→ Activity: The entries are to be duplicated exactly, with nothing left out.

- - -

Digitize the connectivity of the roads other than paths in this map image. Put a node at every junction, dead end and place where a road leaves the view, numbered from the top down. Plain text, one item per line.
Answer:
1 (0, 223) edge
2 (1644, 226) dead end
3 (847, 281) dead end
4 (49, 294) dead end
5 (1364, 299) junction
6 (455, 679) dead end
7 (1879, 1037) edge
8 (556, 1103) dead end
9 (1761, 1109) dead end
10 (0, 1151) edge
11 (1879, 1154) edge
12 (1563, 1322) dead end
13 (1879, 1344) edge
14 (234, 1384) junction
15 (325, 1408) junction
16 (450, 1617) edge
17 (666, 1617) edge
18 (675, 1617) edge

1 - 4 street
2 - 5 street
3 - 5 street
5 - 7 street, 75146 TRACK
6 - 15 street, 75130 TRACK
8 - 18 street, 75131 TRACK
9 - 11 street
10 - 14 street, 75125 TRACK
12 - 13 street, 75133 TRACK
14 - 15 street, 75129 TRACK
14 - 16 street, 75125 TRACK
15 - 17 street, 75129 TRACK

- - -

→ Solution for this exercise:
Digitize the connectivity of the roads other than paths in this map image. Put a node at every junction, dead end and place where a road leaves the view, numbered from the top down. Plain text, one item per line.
Answer:
1 (0, 223) edge
2 (1644, 226) dead end
3 (847, 281) dead end
4 (49, 294) dead end
5 (1364, 299) junction
6 (455, 679) dead end
7 (1879, 1037) edge
8 (556, 1103) dead end
9 (1761, 1109) dead end
10 (0, 1151) edge
11 (1879, 1154) edge
12 (1563, 1322) dead end
13 (1879, 1344) edge
14 (234, 1384) junction
15 (325, 1408) junction
16 (450, 1617) edge
17 (666, 1617) edge
18 (675, 1617) edge

1 - 4 street
2 - 5 street
3 - 5 street
5 - 7 street, 75146 TRACK
6 - 15 street, 75130 TRACK
8 - 18 street, 75131 TRACK
9 - 11 street
10 - 14 street, 75125 TRACK
12 - 13 street, 75133 TRACK
14 - 15 street, 75129 TRACK
14 - 16 street, 75125 TRACK
15 - 17 street, 75129 TRACK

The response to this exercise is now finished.